The /alfresco/s/something-custom/activation endpoint do not require authentication, but the last two requests in the list do. As can be seen these requests arrive within 0.03 sec, but I do not know if that is close enough to trigger the error?

afaust
Legendary Innovator
Legendary Innovator

I see no substantial changes / fixes in the Repository-tier Identity Service auth subsystem for ACS 7.0. I would chalk the difference up to lucky change in timings, or maybe ADF behaviours differently for some reason.

Did you do a network trace via browser or other tools, or check the access logs to see which concurrent requests happend on the affected ACS version?

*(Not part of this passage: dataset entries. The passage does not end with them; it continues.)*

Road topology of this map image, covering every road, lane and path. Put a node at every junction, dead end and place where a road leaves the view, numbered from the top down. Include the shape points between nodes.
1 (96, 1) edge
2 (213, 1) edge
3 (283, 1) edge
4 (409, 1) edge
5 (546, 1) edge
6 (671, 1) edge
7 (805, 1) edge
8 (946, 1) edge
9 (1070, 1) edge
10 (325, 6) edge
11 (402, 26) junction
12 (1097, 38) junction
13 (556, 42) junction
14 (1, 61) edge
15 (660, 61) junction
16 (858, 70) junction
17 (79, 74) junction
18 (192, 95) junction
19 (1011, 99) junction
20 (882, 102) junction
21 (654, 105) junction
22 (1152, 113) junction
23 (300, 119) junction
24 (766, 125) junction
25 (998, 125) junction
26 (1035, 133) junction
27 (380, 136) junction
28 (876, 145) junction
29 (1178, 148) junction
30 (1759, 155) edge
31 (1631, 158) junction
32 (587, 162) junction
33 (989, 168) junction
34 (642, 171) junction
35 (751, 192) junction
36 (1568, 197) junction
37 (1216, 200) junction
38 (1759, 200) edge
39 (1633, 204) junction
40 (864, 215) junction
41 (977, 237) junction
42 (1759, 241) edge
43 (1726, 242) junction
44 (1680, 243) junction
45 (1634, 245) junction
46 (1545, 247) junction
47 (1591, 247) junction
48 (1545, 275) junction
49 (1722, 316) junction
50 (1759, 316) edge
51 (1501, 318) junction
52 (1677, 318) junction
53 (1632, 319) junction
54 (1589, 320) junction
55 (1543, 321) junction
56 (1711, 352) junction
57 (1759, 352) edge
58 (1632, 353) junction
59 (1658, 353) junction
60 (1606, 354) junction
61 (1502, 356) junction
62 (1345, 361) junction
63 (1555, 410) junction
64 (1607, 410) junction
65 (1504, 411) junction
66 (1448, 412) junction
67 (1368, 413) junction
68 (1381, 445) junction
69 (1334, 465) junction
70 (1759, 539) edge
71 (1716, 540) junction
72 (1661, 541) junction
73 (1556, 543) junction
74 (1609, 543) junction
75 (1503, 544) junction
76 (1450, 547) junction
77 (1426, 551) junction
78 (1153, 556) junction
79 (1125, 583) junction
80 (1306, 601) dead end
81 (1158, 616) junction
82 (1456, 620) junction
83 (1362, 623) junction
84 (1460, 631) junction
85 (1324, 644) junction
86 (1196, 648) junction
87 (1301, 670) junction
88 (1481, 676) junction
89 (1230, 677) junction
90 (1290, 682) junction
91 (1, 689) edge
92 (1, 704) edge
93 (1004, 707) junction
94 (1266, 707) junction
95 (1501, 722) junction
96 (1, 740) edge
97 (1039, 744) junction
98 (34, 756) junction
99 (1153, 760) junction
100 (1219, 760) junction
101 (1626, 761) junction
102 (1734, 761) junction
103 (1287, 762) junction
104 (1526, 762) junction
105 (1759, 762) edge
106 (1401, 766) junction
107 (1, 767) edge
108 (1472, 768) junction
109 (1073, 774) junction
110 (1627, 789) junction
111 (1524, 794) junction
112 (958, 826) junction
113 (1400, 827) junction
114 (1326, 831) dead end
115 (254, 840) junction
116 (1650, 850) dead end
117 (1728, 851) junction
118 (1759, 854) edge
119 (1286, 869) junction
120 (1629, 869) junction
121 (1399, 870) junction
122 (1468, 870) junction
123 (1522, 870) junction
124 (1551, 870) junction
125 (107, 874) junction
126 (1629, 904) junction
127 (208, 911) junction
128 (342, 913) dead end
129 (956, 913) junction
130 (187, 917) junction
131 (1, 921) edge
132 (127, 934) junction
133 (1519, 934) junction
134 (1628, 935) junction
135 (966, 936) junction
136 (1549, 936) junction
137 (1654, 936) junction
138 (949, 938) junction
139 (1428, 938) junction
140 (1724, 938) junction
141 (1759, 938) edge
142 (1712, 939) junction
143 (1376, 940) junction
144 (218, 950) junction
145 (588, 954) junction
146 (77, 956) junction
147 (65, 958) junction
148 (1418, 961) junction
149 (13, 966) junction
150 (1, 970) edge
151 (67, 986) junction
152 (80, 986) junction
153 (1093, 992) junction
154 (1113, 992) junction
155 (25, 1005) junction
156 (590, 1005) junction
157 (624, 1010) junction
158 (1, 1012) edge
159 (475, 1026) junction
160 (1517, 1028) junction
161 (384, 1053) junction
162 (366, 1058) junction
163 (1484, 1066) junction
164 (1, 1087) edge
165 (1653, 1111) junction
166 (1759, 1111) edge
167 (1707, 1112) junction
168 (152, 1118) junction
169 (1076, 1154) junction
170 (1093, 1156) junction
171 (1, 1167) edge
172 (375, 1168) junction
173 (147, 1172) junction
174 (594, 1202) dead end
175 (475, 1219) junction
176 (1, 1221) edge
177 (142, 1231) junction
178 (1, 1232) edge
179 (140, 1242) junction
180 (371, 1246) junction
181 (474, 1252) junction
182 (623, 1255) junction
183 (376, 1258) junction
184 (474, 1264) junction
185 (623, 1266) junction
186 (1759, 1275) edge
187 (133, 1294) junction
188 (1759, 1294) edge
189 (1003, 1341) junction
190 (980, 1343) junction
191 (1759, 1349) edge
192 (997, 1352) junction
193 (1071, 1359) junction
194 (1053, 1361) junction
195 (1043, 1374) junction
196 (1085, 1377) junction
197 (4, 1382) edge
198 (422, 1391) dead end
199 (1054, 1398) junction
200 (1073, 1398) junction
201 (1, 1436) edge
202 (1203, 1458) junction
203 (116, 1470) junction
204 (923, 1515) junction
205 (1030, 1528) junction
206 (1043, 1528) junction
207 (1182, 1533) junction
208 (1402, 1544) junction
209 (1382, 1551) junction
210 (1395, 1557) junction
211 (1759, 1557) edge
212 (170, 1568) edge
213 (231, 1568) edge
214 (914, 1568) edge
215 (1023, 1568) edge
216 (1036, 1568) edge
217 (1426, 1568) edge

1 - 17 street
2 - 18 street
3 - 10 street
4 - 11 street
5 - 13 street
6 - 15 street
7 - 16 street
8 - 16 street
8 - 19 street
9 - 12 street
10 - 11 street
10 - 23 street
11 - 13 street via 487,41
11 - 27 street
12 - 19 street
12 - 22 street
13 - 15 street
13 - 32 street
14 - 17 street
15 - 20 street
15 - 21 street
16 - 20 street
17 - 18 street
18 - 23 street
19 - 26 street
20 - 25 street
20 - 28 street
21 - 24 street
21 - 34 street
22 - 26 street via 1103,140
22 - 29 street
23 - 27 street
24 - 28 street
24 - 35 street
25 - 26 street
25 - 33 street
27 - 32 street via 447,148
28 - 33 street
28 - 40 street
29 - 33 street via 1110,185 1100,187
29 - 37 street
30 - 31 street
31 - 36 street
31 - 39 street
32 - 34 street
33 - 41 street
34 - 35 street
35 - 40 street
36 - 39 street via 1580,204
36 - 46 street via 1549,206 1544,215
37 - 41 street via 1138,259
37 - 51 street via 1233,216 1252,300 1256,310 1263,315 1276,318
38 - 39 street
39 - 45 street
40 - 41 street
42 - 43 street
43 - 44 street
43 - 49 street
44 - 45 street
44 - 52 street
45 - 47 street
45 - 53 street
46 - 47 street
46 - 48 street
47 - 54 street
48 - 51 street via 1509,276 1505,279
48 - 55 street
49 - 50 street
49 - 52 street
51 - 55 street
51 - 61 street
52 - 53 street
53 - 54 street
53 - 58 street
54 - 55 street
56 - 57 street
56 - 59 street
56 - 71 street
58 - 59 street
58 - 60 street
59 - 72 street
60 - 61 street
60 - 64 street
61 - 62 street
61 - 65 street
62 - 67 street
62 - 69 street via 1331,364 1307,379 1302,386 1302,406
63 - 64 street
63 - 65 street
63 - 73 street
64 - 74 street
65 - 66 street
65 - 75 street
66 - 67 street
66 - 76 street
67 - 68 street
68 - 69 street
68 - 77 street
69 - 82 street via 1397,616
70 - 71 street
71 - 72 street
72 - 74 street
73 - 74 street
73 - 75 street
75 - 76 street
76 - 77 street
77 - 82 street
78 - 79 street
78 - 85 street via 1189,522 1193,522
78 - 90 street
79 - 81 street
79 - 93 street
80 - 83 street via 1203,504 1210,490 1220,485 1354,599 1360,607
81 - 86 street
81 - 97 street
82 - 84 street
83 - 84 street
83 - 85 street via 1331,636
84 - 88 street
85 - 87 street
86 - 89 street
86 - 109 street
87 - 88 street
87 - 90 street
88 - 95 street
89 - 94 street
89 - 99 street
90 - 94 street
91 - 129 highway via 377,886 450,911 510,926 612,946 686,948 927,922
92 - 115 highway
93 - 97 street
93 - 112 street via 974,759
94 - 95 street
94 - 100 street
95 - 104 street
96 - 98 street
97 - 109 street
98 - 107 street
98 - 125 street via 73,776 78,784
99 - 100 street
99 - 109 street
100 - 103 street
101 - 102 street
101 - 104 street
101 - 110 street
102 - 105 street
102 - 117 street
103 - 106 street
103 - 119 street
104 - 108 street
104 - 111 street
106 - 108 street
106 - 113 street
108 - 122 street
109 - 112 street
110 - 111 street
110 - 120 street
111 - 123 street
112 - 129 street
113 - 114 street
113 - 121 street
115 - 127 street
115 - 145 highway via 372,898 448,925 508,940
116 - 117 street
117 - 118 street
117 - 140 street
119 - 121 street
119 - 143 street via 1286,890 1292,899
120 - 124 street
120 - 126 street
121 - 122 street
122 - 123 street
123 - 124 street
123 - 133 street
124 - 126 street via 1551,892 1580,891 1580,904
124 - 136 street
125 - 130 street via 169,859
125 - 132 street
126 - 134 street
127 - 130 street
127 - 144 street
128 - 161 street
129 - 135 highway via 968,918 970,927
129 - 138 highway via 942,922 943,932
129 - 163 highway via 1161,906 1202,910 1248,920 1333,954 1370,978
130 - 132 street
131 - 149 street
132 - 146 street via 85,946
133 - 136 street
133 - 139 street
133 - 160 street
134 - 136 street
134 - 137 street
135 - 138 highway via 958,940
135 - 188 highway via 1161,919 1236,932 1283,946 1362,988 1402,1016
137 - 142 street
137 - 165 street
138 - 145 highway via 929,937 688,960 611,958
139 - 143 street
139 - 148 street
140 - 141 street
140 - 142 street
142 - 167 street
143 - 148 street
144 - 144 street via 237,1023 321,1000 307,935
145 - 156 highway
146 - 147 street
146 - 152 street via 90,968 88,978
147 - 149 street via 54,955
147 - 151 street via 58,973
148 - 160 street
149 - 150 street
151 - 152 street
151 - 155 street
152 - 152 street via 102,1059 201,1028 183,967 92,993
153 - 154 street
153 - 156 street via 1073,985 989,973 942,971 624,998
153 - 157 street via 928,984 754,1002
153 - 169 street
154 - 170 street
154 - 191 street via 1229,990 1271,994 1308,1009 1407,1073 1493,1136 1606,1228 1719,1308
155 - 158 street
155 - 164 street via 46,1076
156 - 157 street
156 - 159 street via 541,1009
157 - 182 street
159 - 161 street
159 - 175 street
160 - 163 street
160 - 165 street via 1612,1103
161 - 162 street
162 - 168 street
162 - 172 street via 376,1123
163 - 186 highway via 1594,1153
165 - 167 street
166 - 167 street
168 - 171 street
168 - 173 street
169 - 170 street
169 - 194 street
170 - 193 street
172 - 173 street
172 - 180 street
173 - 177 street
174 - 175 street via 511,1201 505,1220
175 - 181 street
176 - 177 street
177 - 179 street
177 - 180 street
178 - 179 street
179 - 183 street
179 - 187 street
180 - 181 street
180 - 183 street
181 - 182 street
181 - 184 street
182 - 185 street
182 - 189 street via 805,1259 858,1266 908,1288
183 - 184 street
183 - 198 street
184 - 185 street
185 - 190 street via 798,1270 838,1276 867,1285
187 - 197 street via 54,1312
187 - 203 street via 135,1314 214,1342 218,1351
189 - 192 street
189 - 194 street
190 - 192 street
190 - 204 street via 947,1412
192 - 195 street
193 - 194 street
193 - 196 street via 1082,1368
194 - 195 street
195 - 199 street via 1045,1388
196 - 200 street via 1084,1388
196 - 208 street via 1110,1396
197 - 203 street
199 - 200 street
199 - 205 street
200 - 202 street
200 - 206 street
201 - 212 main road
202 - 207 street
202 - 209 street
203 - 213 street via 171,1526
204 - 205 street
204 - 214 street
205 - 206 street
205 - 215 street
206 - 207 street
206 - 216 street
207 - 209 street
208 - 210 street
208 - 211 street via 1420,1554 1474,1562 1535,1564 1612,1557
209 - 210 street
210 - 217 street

Edit: Ah, I see you already answered the second part while I was writing my reply....
Since the difference is 3 seconds (not 0.03) I definitely not suspect the last two calls to be at fault. Since the first two do not use the SSO enabled web script endpoint, that only leaves the ticket call. Can you redo your manual cURL test with that endpoint and check that it is not somehow responsible on its own?

akring
Confirmed Champ
Confirmed Champ

Right... my bad. 3 seconds and not 0.03 seconds 🙂

Deleting all "bruce" users and making the curl call gives:

$ curl -k -i -H "Authorization: bearer eyJh..." https://some.domain/alfresco/api/-default-/public/authentication/versions/1/tickets/-me-
HTTP/1.1 200 
Server: nginx/1.17.10
...
{"entry":{"id":"TICKET_0fedc70fbdc9d00ff669d7cc2732afb03a531f1c"}}

i.e. it succeeds, but only a single "bruce" user is created. So it seems to be something triggered by the browser that triggers the error.